As duas fontes do uso atual do termo intuição, cartesiana e kantiana, introduzem na acepção da palavra duas tendências que ou se combinam ou dissociam, consoante os casos: a primeira é a ideia de evidência, de plena clareza intelectual (cf. videri, intueri); a segunda é a de apresentação concreta, de realidade atualmente dada. Ao passo que a primeira não contém nem admite qualquer inferência, a segunda não se opõe necessariamente ao uso do raciocínio: há um modo de aplicação dos princípios inseparavelmente incorporados nas coisas sobre as quais se raciocina e que constitui um raciocínio intuitivo. [...]

Por outro lado, e pelas mesmas razões, a palavra intuição serve frequentemente para designar simultaneamente a visão concreta das coisas (na medida em que se opõe a abstração) e a penetração com que se sente ou se adivinha o que nelas não é aparente. [...]

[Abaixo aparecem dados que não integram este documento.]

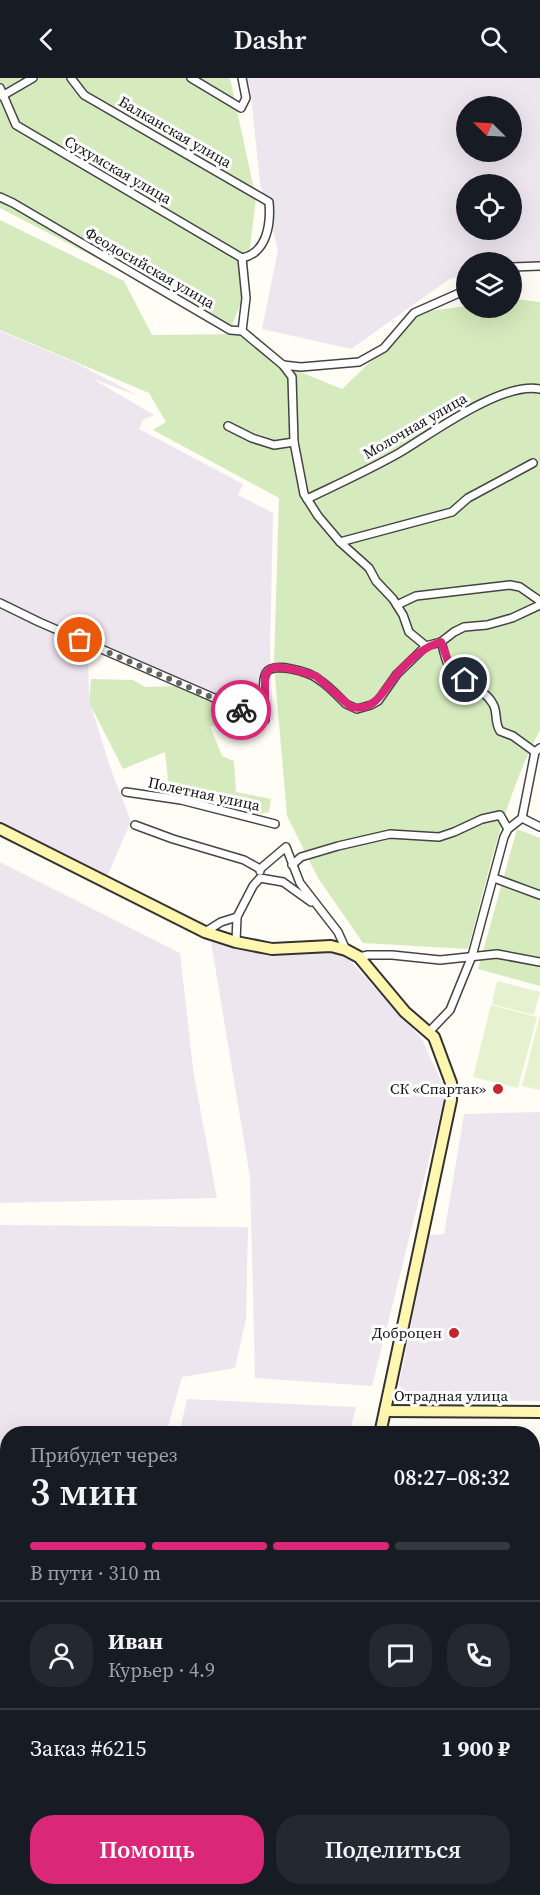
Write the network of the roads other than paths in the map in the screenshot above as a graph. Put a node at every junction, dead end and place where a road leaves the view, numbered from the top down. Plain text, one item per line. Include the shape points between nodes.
1 (33, 78) edge
2 (71, 78) edge
3 (191, 78) edge
4 (242, 78) edge
5 (1, 93) edge
6 (0, 197) edge
7 (242, 258) junction
8 (540, 266) edge
9 (522, 267) edge
10 (456, 294) edge
11 (242, 331) junction
12 (283, 366) junction
13 (540, 389) edge
14 (228, 426) dead end
15 (294, 442) junction
16 (533, 464) dead end
17 (307, 499) junction
18 (340, 542) junction
19 (0, 603) edge
20 (540, 603) edge
21 (397, 605) junction
22 (441, 642) junction
23 (426, 646) junction
24 (538, 750) edge
25 (126, 792) dead end
26 (522, 818) junction
27 (275, 824) dead end
28 (135, 825) dead end
29 (540, 827) edge
30 (508, 829) junction
31 (0, 830) edge
32 (292, 865) junction
33 (260, 869) junction
34 (260, 878) junction
35 (494, 878) junction
36 (540, 895) edge
37 (317, 907) junction
38 (237, 917) junction
39 (205, 932) junction
40 (236, 942) junction
41 (346, 950) junction
42 (472, 956) junction
43 (359, 957) junction
44 (540, 962) edge
45 (428, 1033) junction
46 (385, 1411) junction
47 (540, 1412) edge
48 (382, 1426) edge

1 - 5 street
2 - 7 street, Балканская улица via 84,95 269,202 270,213 260,249
3 - 4 street via 241,108 246,98
5 - 7 street, Сухумская улица via 16,125
6 - 11 street, Феодосийская улица via 230,330
7 - 11 street via 246,298
8 - 9 street
10 - 12 street via 414,313 384,348 359,362
11 - 12 street, Феодосийская улица
12 - 15 street via 292,377
13 - 17 street, Молочная улица via 516,391 485,402 398,453
14 - 15 street via 274,445
15 - 17 street
16 - 18 street via 468,498 452,512
17 - 18 street
18 - 21 street via 369,568
19 - 23 street via 265,720 265,678 273,668 316,676 346,704 357,709 378,701 397,674
20 - 21 street via 520,587 510,585 416,596
20 - 22 street via 487,626 464,627
21 - 23 street via 409,632
22 - 23 street
22 - 24 street via 451,669 493,704 500,730
24 - 26 street
25 - 27 street, Полетная улица via 181,800
26 - 29 street
26 - 30 street
28 - 33 street via 244,860
30 - 32 street via 500,815 439,837 390,834 338,846 301,857
30 - 35 street
31 - 39 street
32 - 33 street via 286,847
32 - 37 street
33 - 34 street
34 - 37 street via 283,882
34 - 38 street
35 - 36 street
35 - 42 street
37 - 41 street via 338,932
38 - 39 street
38 - 40 street
39 - 40 street
40 - 41 street via 272,950 331,946
41 - 43 street
42 - 43 street via 440,960 392,955
42 - 44 street via 497,954
42 - 45 street via 450,1010
43 - 45 street
45 - 46 street via 434,1037 446,1068 451,1100
46 - 47 street, Отрадная улица
46 - 48 street, Отрадная улица

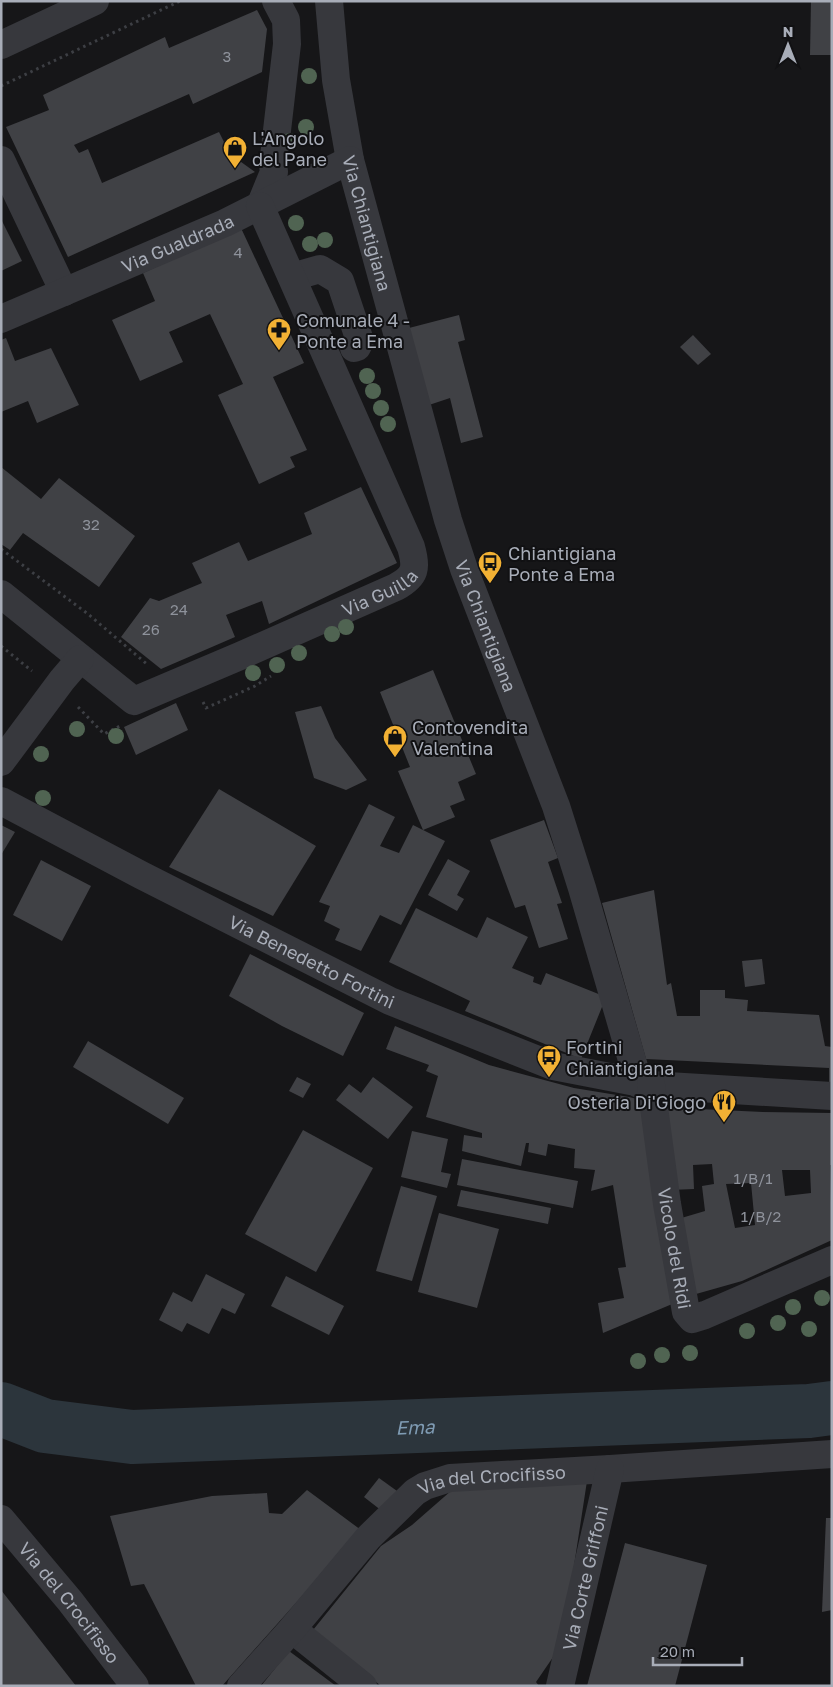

A acepção mais original desta palavra, aquela em que não pode ser substituída por qualquer outra, é o sentido de visão imediata e atual, apresentando as mesmas características que o conhecimento sensível, e por isso propomos que só seja autorizada nesta acepção; e nos outros casos sirvamo-nos tanto quanto possível dos termos evidência, instinto, divinação, etc.. (André Lalande   (philosophe), Vocabulaire Technique et Critique de la Philosophie, 5.a ed., pp. 525-526.)


Além do conhecimento discursivo, da dedução e da indução, apresenta-se também a intuição como forma de conhecimento, tanto em ciência quanto em filosofia. Ao contrário do discurso, que consiste em "correr", ou "discorrer", de um conhecimento para outro, conhecendo umas coisas "por meio" de outras, o método intuitivo consistiria em apreender as coisas de modo direto ou imediato, sem a mediação de outras. O exemplo que geralmente se apresenta de conhecimento intuitivo é a percepção sensível e a apreensão dos princípios evidentes, bem como dos vínculos lógicos que, no raciocínio, legitimam a passagem de umas proposições para outras.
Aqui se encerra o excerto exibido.